**GOAL OF THE EXERCISE**
Repeat each record exactly as written, and drop any images.

+ + + +

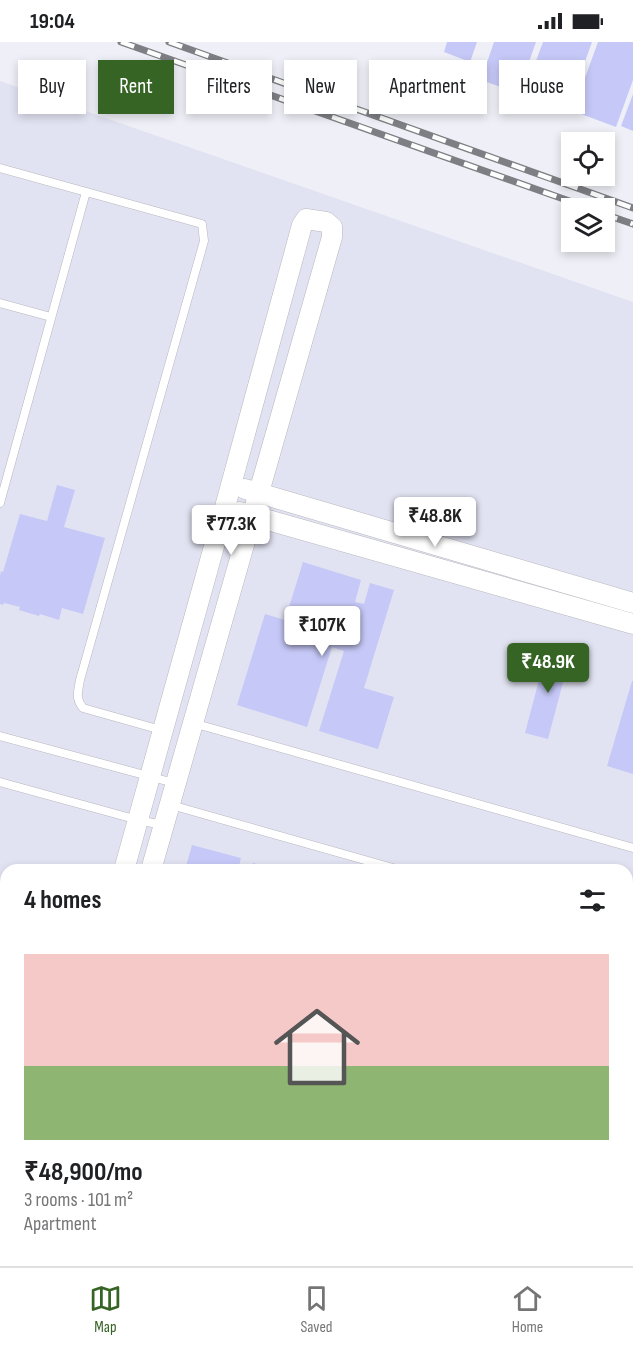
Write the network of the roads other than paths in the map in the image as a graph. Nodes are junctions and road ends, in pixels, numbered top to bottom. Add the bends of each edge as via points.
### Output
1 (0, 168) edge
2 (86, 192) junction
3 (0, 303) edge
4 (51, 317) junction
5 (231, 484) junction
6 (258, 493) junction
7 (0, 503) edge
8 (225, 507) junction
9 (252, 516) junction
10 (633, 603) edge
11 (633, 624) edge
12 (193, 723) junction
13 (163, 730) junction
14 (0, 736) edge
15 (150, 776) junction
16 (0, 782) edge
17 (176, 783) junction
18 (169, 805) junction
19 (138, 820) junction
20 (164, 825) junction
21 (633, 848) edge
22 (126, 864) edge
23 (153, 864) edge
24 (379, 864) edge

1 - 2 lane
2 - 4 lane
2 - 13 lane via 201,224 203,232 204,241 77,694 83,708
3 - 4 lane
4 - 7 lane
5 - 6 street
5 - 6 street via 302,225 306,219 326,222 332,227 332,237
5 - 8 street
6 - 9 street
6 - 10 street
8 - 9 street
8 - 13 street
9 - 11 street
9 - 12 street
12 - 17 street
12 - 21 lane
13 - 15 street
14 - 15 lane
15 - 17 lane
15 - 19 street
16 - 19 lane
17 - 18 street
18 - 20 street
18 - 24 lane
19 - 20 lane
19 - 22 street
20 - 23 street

+ + + +

**COMPLETED TASK**
Write the network of the roads other than paths in the map in the image as a graph. Nodes are junctions and road ends, in pixels, numbered top to bottom. Add the bends of each edge as via points.
### Output
1 (0, 168) edge
2 (86, 192) junction
3 (0, 303) edge
4 (51, 317) junction
5 (231, 484) junction
6 (258, 493) junction
7 (0, 503) edge
8 (225, 507) junction
9 (252, 516) junction
10 (633, 603) edge
11 (633, 624) edge
12 (193, 723) junction
13 (163, 730) junction
14 (0, 736) edge
15 (150, 776) junction
16 (0, 782) edge
17 (176, 783) junction
18 (169, 805) junction
19 (138, 820) junction
20 (164, 825) junction
21 (633, 848) edge
22 (126, 864) edge
23 (153, 864) edge
24 (379, 864) edge

1 - 2 lane
2 - 4 lane
2 - 13 lane via 201,224 203,232 204,241 77,694 83,708
3 - 4 lane
4 - 7 lane
5 - 6 street
5 - 6 street via 302,225 306,219 326,222 332,227 332,237
5 - 8 street
6 - 9 street
6 - 10 street
8 - 9 street
8 - 13 street
9 - 11 street
9 - 12 street
12 - 17 street
12 - 21 lane
13 - 15 street
14 - 15 lane
15 - 17 lane
15 - 19 street
16 - 19 lane
17 - 18 street
18 - 20 street
18 - 24 lane
19 - 20 lane
19 - 22 street
20 - 23 street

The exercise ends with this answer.